Provided entries –
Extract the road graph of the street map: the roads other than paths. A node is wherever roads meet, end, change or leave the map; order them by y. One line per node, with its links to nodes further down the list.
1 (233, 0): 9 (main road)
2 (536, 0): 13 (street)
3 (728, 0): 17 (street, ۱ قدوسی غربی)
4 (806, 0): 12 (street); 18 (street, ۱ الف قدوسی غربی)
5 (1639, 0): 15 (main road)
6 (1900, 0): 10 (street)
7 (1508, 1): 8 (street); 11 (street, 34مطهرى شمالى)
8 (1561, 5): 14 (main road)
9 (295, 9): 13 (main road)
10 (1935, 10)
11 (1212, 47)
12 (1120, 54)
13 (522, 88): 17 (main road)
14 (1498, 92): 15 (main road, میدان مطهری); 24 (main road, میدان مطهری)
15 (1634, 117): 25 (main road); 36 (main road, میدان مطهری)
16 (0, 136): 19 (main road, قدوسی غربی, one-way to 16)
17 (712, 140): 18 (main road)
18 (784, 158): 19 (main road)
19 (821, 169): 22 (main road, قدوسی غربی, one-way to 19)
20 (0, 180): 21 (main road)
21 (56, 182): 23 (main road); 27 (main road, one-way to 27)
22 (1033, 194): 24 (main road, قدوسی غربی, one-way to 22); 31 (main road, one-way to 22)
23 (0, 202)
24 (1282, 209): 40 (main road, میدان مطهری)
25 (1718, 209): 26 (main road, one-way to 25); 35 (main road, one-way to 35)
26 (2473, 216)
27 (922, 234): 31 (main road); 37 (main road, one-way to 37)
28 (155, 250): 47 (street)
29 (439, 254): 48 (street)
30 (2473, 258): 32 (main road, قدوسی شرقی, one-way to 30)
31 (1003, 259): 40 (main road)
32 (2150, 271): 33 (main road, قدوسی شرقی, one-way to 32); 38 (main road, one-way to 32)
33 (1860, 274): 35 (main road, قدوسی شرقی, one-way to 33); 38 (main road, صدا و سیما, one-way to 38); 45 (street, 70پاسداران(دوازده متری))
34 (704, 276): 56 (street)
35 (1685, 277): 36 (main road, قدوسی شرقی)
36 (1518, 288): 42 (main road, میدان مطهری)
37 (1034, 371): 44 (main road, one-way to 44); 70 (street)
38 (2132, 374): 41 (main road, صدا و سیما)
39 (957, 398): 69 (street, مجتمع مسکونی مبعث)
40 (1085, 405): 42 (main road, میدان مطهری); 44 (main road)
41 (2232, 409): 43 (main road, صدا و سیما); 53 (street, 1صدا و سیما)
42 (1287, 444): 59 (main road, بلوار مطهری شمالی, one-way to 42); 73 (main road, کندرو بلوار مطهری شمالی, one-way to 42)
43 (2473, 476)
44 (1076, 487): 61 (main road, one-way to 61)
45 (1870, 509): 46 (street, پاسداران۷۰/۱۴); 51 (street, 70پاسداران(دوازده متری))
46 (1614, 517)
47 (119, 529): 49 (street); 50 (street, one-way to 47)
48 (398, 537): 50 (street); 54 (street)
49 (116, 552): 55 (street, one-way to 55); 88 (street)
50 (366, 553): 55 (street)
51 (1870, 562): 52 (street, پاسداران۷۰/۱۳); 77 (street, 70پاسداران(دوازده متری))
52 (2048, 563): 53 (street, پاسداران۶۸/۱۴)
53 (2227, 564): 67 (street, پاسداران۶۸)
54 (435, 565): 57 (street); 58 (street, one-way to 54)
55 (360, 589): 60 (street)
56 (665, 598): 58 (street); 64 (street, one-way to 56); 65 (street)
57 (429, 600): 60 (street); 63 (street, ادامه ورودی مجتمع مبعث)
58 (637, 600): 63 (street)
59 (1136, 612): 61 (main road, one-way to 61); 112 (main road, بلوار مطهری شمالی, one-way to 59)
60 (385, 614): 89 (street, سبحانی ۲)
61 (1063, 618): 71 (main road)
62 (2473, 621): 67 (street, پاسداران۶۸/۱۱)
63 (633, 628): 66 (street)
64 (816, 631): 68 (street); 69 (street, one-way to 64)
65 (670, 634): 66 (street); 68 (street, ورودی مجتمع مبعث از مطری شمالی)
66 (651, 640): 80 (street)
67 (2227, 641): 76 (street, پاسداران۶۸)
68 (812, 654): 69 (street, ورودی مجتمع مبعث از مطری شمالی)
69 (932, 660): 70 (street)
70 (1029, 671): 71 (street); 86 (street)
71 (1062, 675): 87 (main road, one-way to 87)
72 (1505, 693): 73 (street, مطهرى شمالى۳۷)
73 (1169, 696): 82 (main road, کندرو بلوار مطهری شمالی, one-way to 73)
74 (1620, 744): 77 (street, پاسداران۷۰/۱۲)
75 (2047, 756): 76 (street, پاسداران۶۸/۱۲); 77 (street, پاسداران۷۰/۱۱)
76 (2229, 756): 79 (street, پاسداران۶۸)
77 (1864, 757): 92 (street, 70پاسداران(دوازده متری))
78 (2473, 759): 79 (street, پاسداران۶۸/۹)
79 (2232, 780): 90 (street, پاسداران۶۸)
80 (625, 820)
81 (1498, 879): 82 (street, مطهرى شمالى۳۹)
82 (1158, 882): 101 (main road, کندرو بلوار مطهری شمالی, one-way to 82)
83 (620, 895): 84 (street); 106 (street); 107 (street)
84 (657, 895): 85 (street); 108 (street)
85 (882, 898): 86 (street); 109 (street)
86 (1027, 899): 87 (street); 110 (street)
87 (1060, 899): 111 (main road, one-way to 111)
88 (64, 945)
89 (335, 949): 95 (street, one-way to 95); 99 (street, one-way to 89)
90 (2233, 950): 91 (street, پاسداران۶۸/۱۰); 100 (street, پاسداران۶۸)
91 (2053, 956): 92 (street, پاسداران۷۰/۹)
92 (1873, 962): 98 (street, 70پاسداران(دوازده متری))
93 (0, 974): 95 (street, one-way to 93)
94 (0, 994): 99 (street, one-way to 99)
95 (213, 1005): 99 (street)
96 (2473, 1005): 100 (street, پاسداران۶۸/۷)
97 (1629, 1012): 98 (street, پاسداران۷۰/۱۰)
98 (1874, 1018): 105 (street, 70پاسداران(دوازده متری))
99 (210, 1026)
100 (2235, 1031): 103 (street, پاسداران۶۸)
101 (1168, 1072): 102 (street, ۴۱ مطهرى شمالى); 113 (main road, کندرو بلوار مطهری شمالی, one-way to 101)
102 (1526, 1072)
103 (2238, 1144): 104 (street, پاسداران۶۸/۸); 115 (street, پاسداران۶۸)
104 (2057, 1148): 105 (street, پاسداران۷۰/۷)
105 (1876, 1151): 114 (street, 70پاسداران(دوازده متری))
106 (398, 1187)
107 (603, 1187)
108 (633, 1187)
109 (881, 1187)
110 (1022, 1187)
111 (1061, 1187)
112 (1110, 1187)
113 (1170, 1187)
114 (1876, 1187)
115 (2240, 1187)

What is required – Throughout the material above, find each line with "مطهری" and return it.

Written answer –
14 (1498, 92): 15 (main road, میدان مطهری); 24 (main road, میدان مطهری)
15 (1634, 117): 25 (main road); 36 (main road, میدان مطهری)
24 (1282, 209): 40 (main road, میدان مطهری)
36 (1518, 288): 42 (main road, میدان مطهری)
40 (1085, 405): 42 (main road, میدان مطهری); 44 (main road)
42 (1287, 444): 59 (main road, بلوار مطهری شمالی, one-way to 42); 73 (main road, کندرو بلوار مطهری شمالی, one-way to 42)
59 (1136, 612): 61 (main road, one-way to 61); 112 (main road, بلوار مطهری شمالی, one-way to 59)
73 (1169, 696): 82 (main road, کندرو بلوار مطهری شمالی, one-way to 73)
82 (1158, 882): 101 (main road, کندرو بلوار مطهری شمالی, one-way to 82)
101 (1168, 1072): 102 (street, ۴۱ مطهرى شمالى); 113 (main road, کندرو بلوار مطهری شمالی, one-way to 101)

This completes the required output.